Obama’s White House Women’s and Girls’ Council Is Coming

President Obama will officially create a White House Council on Women and Girls tomorrow, Wednesday, March 11. But don't call it a symbolic gesture - this has the potential to be way more than that.

President Obama will sign an executive order tomorrow establishing the White House Women’s and Girls’ Council.

The council will address a range of issues affecting women and girls in the United States and will be chaired by Valerie Jarrett, an advisor to Obama. 

President Obama today signed an Executive Order creating the White House Council on Women and Girls.

According to a memo obtained by the Washington Post

"The mission of the Council will be to provide a coordinated federal response to the challenges confronted by women and girls to ensure that all Cabinet and Cabinet-level agencies consider how their policies and programs impact women and families…"

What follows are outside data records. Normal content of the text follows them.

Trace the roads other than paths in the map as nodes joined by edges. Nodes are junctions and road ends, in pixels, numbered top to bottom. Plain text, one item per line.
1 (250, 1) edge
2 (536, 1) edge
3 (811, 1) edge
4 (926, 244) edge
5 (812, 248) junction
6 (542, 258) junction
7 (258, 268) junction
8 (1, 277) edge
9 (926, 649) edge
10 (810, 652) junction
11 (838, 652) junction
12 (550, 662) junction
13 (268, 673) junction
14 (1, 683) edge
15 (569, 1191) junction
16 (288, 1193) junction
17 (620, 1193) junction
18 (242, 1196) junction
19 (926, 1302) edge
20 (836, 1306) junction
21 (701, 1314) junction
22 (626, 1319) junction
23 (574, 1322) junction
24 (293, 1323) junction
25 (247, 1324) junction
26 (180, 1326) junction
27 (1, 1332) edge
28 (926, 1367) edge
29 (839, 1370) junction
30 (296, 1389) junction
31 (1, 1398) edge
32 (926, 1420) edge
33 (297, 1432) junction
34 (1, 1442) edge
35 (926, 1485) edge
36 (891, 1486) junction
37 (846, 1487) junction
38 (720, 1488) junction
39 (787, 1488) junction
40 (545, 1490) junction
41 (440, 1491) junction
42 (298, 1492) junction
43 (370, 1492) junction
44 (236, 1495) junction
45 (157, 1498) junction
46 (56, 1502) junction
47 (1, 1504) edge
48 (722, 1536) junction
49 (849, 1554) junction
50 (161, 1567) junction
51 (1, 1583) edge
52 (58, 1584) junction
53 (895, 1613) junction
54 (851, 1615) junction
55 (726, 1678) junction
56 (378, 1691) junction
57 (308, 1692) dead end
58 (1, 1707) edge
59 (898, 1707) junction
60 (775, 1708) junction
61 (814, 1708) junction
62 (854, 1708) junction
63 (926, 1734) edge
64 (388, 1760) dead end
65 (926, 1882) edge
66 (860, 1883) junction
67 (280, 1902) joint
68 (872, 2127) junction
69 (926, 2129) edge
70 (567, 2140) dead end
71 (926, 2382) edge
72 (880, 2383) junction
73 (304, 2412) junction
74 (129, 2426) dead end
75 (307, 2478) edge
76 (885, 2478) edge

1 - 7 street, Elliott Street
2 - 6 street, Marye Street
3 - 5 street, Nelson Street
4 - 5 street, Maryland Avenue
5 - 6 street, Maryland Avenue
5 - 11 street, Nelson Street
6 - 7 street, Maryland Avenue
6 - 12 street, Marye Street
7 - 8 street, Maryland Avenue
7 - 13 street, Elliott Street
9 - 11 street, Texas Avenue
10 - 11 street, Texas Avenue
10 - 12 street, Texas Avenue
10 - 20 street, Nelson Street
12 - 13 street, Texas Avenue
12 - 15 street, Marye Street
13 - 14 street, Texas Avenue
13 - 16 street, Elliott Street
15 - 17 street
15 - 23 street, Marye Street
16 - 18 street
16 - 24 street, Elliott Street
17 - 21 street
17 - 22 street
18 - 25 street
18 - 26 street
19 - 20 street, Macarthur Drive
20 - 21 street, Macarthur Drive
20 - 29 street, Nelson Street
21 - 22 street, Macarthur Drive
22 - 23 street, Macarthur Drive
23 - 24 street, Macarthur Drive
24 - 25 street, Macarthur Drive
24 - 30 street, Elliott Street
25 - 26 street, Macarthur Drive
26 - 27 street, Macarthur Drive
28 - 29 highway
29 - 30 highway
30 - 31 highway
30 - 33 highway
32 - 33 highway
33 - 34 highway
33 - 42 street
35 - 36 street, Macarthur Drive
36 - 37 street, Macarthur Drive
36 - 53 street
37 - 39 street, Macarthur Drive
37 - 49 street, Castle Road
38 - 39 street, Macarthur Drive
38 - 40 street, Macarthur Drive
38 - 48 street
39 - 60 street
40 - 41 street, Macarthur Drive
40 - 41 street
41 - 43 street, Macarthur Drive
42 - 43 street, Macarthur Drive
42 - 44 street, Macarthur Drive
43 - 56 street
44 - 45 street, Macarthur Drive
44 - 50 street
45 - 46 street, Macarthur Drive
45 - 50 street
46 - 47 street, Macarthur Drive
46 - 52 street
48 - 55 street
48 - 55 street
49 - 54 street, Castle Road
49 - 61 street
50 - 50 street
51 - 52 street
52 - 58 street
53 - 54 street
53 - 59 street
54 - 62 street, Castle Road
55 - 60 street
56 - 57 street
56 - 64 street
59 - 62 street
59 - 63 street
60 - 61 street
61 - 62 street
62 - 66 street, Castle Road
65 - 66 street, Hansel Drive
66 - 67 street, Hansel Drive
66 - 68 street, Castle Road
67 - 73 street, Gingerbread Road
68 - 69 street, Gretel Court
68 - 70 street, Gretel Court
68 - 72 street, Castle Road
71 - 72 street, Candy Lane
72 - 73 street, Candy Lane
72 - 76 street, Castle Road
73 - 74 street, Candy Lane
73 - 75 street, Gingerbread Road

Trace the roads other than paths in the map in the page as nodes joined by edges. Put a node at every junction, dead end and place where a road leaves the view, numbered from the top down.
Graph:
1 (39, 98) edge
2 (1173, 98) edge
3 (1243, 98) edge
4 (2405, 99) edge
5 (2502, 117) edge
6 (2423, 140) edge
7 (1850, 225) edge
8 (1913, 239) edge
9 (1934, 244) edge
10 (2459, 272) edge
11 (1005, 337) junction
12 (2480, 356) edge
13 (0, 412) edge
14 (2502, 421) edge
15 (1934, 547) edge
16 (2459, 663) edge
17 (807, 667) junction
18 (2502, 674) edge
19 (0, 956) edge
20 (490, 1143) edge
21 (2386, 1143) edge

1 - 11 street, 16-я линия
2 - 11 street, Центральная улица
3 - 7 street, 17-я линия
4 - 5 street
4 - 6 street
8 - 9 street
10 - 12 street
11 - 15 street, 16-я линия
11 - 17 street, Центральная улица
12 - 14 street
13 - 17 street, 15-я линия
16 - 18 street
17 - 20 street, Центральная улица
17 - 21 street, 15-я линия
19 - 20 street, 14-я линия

These challenges include pay equity and, as CNN.com put it, "the balancing act working mothers face." The office is Obama’s attempt to ensure that key issues affecting women and girls in this country remain front and center in the White House. 

And while The Washington Post’s take is that since Obama has two daughters and a wife and was elected with a large percentage of the overall female vote he has both personal and political reasons to create this office, I’m banking on less political/cynical reasoning for doing what he did. 

Clearly, establishing this office is the right thing to do. It’s the right thing to do for women and girls in this country, sure, but more than that it’s the right thing to do for this country. The issues that affect women and girls primarily, affect everyone ultimately. Pay equity? Pay discrimination is harmful not just to women but to the families that rely on that paycheck regardless of whether it’s a single or two parent family. Work-life balance for working women? We’ve certainly set up a society in which there is no balance – unsupportive professional environments for mothers  who want to return to work after the birth of a child, lack of support for nursing mothers, unaffordable child care, and more. These challenges create a ripple effect where we all end up paying for our country’s refusal to address these so-called "women’s issues."

Hopefully, this is not, as Chris Cillizza writes in The Fix, simply a "symbolic" gesture for those close to the President and for the women who voted for him but a concrete manifestation of Obama’s understanding that, as Martin Luther King, Jr. said, inequality anywhere is a threat to equality everywhere. The establishment of a White House Council for Women and Girls signals, to me, a new approach to understanding how to remedy the inequities that exist, still, for women and girls in this country.